▶ **Supplied records**
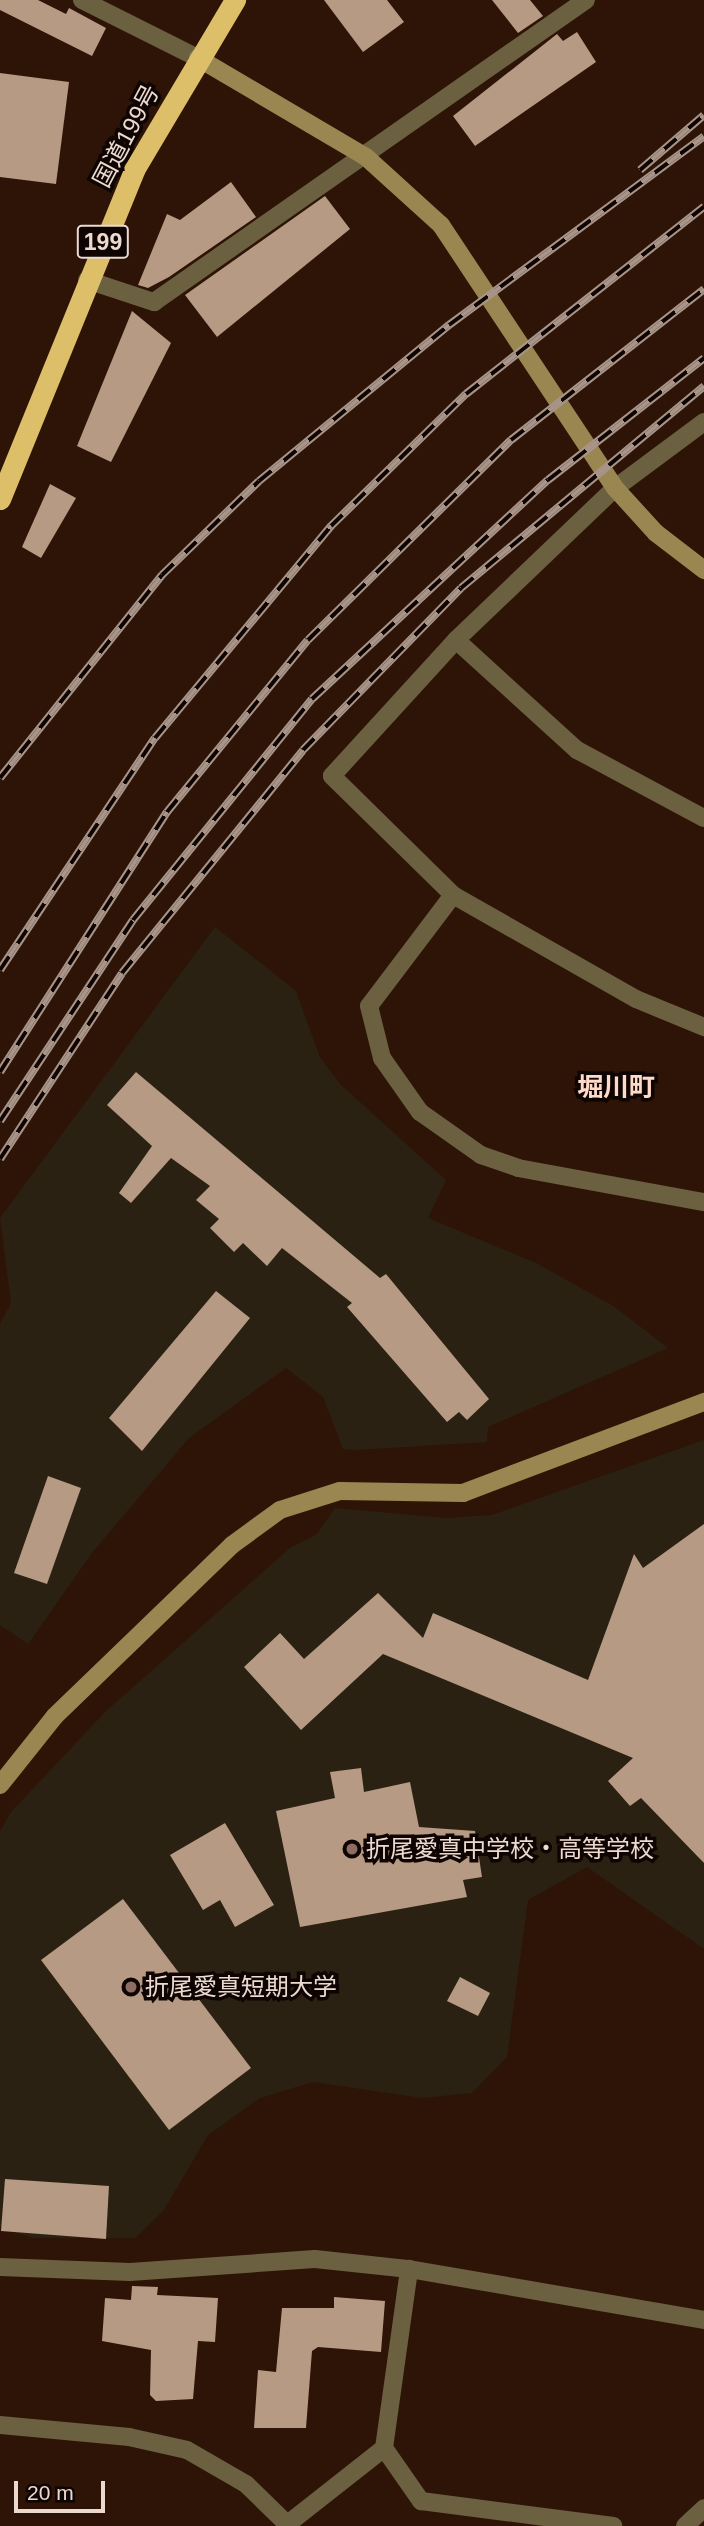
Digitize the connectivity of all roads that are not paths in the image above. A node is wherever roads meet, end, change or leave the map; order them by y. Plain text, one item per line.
1 (82, 0) edge
2 (235, 0) edge
3 (586, 0) edge
4 (558, 8) edge
5 (198, 58) junction
6 (366, 157) junction
7 (87, 280) junction
8 (704, 422) edge
9 (615, 488) junction
10 (0, 499) edge
11 (704, 570) edge
12 (456, 640) junction
13 (704, 818) edge
14 (453, 895) junction
15 (704, 1027) edge
16 (704, 1202) edge
17 (704, 1402) edge
18 (0, 1785) edge
19 (0, 2267) edge
20 (409, 2269) junction
21 (704, 2320) edge
22 (0, 2425) edge
23 (384, 2448) junction
24 (704, 2508) edge
25 (287, 2525) edge
26 (613, 2526) edge
27 (685, 2526) edge

1 - 5 street
2 - 5 highway, 国道199号 / 199
3 - 4 street
4 - 6 street
5 - 6 street
5 - 7 highway, 国道199号 / 199
6 - 7 street
6 - 9 street
7 - 10 highway, 国道199号 / 199
8 - 9 street
9 - 11 street
9 - 12 street
12 - 13 street
12 - 14 street
14 - 15 street
14 - 16 street
17 - 18 street
19 - 20 street
20 - 21 street
20 - 23 street
22 - 25 street
23 - 25 street
23 - 26 street
24 - 27 street

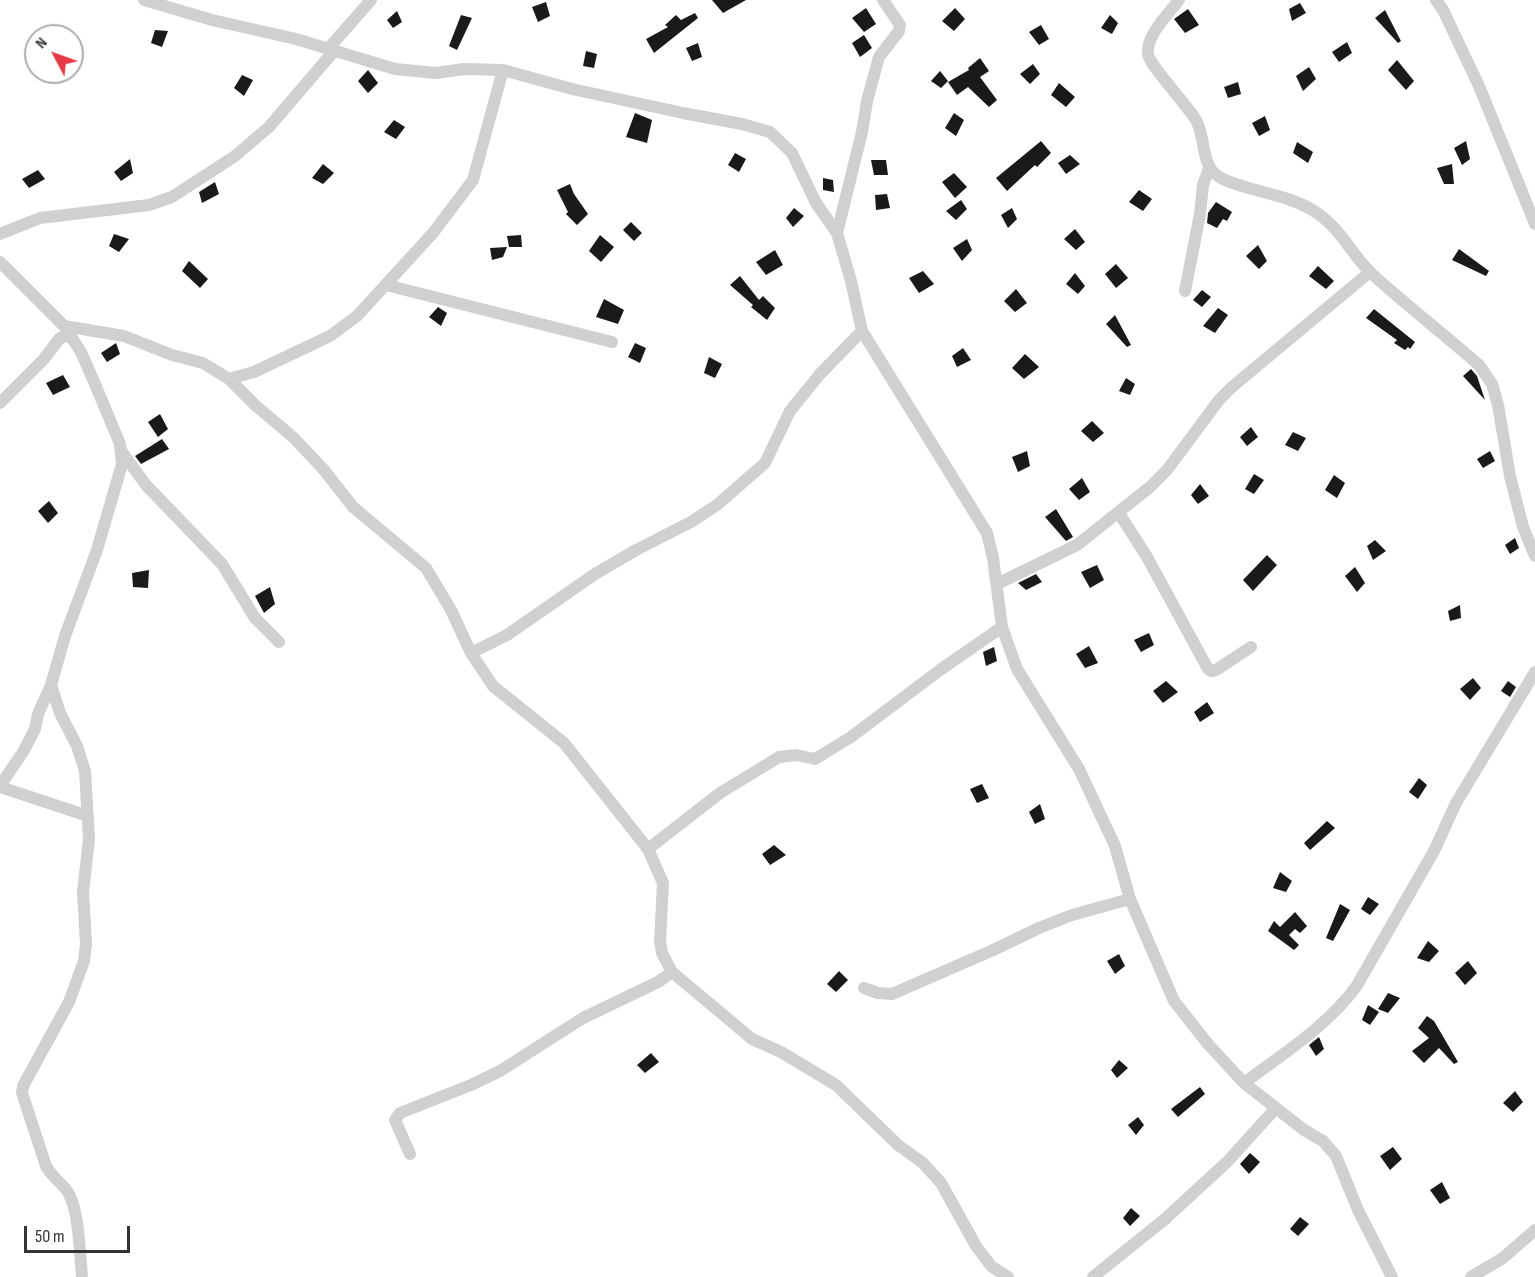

▶ **Task objective**
Any picture in the material is to be left out, and everything else is to be retyped as is.

▶ **Task result**
Digitize the connectivity of all roads that are not paths in the image above. A node is wherever roads meet, end, change or leave the map; order them by y. Plain text, one item per line.
1 (82, 0) edge
2 (235, 0) edge
3 (586, 0) edge
4 (558, 8) edge
5 (198, 58) junction
6 (366, 157) junction
7 (87, 280) junction
8 (704, 422) edge
9 (615, 488) junction
10 (0, 499) edge
11 (704, 570) edge
12 (456, 640) junction
13 (704, 818) edge
14 (453, 895) junction
15 (704, 1027) edge
16 (704, 1202) edge
17 (704, 1402) edge
18 (0, 1785) edge
19 (0, 2267) edge
20 (409, 2269) junction
21 (704, 2320) edge
22 (0, 2425) edge
23 (384, 2448) junction
24 (704, 2508) edge
25 (287, 2525) edge
26 (613, 2526) edge
27 (685, 2526) edge

1 - 5 street
2 - 5 highway, 国道199号 / 199
3 - 4 street
4 - 6 street
5 - 6 street
5 - 7 highway, 国道199号 / 199
6 - 7 street
6 - 9 street
7 - 10 highway, 国道199号 / 199
8 - 9 street
9 - 11 street
9 - 12 street
12 - 13 street
12 - 14 street
14 - 15 street
14 - 16 street
17 - 18 street
19 - 20 street
20 - 21 street
20 - 23 street
22 - 25 street
23 - 25 street
23 - 26 street
24 - 27 street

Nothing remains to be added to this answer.